Contributed by Mary Shah / Greg Lindquist and Theresa Dadezzio, co-founders of palladium/Athena Project, just opened their inaugural show, “Works on Paper,” featuring an impressive 175+ artists at their new curatorial space in Greenpoint, Brooklyn. They stipulated that the work be 12 × 18 inches or smaller, on paper, for $1,000 or under, yielding a range of works by such established artists as Rackstraw Downes, Erika Ranee, Ann Craven, Benjamin Degen, Hope Gangloff, Robert Smithson, Loren Munk, and wunderkind Sophie Lindquist. I sat down and talked with Theresa and Greg about the project.
Mary Shah (MS): Greg and Theresa, you’re both seasoned artists with considerable exhibition histories at galleries and museums, as well as college professors. With such busy dance cards, what was the impetus for this curatorial project?
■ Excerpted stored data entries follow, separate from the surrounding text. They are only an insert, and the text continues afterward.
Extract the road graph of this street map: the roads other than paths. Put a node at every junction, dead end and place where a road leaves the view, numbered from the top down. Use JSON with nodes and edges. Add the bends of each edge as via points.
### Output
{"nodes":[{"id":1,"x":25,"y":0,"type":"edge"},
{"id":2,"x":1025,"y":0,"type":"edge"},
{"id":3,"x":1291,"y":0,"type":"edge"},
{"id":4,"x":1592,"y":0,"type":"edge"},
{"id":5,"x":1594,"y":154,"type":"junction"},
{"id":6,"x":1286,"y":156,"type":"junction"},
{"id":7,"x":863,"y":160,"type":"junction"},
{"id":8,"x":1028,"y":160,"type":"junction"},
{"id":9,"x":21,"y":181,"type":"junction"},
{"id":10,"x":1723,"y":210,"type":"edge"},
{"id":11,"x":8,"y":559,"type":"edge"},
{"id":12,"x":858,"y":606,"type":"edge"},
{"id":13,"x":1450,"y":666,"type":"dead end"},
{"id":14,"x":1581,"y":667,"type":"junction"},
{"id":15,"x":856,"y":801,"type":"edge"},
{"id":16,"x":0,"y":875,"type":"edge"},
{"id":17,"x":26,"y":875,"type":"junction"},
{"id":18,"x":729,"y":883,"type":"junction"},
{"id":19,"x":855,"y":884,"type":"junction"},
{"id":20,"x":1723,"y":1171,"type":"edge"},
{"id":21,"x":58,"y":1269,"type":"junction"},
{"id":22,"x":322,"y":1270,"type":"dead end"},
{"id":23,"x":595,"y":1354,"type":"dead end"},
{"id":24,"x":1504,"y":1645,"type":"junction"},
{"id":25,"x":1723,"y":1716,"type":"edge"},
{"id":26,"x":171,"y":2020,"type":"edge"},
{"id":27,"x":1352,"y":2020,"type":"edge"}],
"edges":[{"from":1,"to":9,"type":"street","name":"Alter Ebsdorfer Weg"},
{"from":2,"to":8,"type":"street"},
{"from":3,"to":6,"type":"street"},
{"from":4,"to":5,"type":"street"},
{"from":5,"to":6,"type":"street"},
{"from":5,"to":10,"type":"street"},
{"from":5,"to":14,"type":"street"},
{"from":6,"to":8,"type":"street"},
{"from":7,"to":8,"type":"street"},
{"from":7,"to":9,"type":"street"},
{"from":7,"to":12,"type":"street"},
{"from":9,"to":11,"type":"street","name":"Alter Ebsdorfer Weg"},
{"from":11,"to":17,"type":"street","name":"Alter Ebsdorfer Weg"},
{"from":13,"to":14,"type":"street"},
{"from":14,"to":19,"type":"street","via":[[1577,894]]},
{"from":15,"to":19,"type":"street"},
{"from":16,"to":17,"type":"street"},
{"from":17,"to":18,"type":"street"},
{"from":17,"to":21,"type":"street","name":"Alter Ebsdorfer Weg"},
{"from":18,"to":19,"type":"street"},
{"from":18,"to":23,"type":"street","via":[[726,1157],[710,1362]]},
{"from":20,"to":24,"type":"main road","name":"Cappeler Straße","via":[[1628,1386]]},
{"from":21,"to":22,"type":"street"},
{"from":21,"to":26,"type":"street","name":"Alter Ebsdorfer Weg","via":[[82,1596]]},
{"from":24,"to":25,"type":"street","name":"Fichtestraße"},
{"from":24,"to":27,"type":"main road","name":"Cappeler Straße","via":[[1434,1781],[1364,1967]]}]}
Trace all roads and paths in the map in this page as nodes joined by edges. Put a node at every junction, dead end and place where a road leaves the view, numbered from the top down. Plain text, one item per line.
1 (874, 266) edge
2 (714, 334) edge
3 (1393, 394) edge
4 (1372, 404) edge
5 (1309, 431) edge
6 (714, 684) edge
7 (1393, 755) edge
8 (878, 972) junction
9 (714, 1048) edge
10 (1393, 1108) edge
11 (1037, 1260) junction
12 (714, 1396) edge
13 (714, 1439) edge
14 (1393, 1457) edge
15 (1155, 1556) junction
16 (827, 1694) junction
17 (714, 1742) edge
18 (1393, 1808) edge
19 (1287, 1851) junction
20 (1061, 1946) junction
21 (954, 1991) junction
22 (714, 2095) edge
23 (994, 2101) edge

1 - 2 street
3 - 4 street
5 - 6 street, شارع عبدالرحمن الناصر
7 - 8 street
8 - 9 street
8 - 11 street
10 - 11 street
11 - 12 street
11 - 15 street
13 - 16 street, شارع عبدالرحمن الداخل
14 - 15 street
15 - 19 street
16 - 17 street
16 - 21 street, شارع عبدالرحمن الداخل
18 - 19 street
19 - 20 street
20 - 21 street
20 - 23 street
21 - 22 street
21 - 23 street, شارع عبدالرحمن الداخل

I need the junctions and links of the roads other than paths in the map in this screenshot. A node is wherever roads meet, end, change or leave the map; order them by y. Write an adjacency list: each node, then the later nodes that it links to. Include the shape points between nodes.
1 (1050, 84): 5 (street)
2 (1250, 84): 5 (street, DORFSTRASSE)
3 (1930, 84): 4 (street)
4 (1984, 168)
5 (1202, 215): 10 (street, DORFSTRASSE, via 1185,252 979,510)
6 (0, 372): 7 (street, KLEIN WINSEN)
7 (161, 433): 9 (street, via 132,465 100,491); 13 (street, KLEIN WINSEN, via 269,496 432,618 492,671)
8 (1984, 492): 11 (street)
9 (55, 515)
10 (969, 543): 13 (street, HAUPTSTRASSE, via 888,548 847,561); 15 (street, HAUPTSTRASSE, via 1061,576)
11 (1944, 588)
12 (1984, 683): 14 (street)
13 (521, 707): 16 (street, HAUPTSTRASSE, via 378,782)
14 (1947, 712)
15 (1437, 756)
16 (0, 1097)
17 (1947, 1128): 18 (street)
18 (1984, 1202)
Theresa Daddezio (TD): For a few years now, Greg and I have discussed wanting to curate a show together, and this idea kind of solidified after a drawing practices event hosted by Benjamin Degen in November 2023. Beyond that, both Greg and I had been discussing the current state of the economy, how much people are struggling right now — SNAP benefit cuts, and for artists’ galleries closing, making enough sales — and we wanted to do something that could support our peers while also raising money for those in dire need. It seemed like the right moment, and everything moved quickly from there.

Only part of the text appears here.